The listing below is to be reproduced in full, character for character.

*** DATASET RECORDS Section Begins ***

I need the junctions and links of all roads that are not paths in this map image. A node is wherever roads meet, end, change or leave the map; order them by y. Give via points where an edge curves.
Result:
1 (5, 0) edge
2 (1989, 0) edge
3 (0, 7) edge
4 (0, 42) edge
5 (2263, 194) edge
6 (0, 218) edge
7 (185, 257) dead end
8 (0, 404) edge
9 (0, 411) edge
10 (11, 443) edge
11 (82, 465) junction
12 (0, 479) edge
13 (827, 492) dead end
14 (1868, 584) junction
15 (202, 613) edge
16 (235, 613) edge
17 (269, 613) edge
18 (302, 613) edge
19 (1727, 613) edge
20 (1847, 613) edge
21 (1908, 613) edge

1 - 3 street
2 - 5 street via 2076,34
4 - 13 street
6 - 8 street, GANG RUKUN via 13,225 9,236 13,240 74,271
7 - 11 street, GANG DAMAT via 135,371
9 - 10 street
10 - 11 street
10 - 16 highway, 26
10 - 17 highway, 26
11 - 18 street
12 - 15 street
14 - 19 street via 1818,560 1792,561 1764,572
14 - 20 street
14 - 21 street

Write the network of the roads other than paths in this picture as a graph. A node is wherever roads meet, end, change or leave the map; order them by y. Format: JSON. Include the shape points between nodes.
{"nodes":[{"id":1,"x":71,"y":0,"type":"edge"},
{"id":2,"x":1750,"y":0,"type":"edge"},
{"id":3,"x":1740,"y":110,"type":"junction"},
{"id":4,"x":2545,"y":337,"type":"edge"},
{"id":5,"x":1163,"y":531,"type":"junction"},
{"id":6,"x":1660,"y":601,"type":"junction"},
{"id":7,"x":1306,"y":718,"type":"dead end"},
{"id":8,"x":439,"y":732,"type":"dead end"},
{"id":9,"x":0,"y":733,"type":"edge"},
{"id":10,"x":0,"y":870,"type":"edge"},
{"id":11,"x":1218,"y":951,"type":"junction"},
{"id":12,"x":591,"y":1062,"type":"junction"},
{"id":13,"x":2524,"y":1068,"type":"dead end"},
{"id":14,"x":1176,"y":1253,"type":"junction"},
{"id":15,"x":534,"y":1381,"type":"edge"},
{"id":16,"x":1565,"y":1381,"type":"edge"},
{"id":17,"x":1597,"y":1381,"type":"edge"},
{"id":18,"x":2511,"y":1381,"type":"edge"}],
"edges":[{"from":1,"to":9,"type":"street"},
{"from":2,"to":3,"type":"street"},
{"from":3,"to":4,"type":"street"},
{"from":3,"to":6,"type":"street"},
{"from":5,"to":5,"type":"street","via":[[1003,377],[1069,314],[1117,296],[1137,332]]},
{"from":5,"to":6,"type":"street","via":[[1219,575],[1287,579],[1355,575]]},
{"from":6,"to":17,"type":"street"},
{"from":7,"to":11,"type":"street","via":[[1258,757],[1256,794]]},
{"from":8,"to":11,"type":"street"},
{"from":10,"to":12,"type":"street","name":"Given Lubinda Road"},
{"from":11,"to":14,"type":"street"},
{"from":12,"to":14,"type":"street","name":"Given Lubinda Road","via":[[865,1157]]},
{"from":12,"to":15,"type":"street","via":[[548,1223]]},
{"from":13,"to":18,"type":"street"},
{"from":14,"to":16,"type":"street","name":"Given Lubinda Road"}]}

*** DATASET RECORDS Section Ends ***

**REPLY TO THE TASK**
I need the junctions and links of all roads that are not paths in this map image. A node is wherever roads meet, end, change or leave the map; order them by y. Give via points where an edge curves.
Result:
1 (5, 0) edge
2 (1989, 0) edge
3 (0, 7) edge
4 (0, 42) edge
5 (2263, 194) edge
6 (0, 218) edge
7 (185, 257) dead end
8 (0, 404) edge
9 (0, 411) edge
10 (11, 443) edge
11 (82, 465) junction
12 (0, 479) edge
13 (827, 492) dead end
14 (1868, 584) junction
15 (202, 613) edge
16 (235, 613) edge
17 (269, 613) edge
18 (302, 613) edge
19 (1727, 613) edge
20 (1847, 613) edge
21 (1908, 613) edge

1 - 3 street
2 - 5 street via 2076,34
4 - 13 street
6 - 8 street, GANG RUKUN via 13,225 9,236 13,240 74,271
7 - 11 street, GANG DAMAT via 135,371
9 - 10 street
10 - 11 street
10 - 16 highway, 26
10 - 17 highway, 26
11 - 18 street
12 - 15 street
14 - 19 street via 1818,560 1792,561 1764,572
14 - 20 street
14 - 21 street

Write the network of the roads other than paths in this picture as a graph. A node is wherever roads meet, end, change or leave the map; order them by y. Format: JSON. Include the shape points between nodes.
{"nodes":[{"id":1,"x":71,"y":0,"type":"edge"},
{"id":2,"x":1750,"y":0,"type":"edge"},
{"id":3,"x":1740,"y":110,"type":"junction"},
{"id":4,"x":2545,"y":337,"type":"edge"},
{"id":5,"x":1163,"y":531,"type":"junction"},
{"id":6,"x":1660,"y":601,"type":"junction"},
{"id":7,"x":1306,"y":718,"type":"dead end"},
{"id":8,"x":439,"y":732,"type":"dead end"},
{"id":9,"x":0,"y":733,"type":"edge"},
{"id":10,"x":0,"y":870,"type":"edge"},
{"id":11,"x":1218,"y":951,"type":"junction"},
{"id":12,"x":591,"y":1062,"type":"junction"},
{"id":13,"x":2524,"y":1068,"type":"dead end"},
{"id":14,"x":1176,"y":1253,"type":"junction"},
{"id":15,"x":534,"y":1381,"type":"edge"},
{"id":16,"x":1565,"y":1381,"type":"edge"},
{"id":17,"x":1597,"y":1381,"type":"edge"},
{"id":18,"x":2511,"y":1381,"type":"edge"}],
"edges":[{"from":1,"to":9,"type":"street"},
{"from":2,"to":3,"type":"street"},
{"from":3,"to":4,"type":"street"},
{"from":3,"to":6,"type":"street"},
{"from":5,"to":5,"type":"street","via":[[1003,377],[1069,314],[1117,296],[1137,332]]},
{"from":5,"to":6,"type":"street","via":[[1219,575],[1287,579],[1355,575]]},
{"from":6,"to":17,"type":"street"},
{"from":7,"to":11,"type":"street","via":[[1258,757],[1256,794]]},
{"from":8,"to":11,"type":"street"},
{"from":10,"to":12,"type":"street","name":"Given Lubinda Road"},
{"from":11,"to":14,"type":"street"},
{"from":12,"to":14,"type":"street","name":"Given Lubinda Road","via":[[865,1157]]},
{"from":12,"to":15,"type":"street","via":[[548,1223]]},
{"from":13,"to":18,"type":"street"},
{"from":14,"to":16,"type":"street","name":"Given Lubinda Road"}]}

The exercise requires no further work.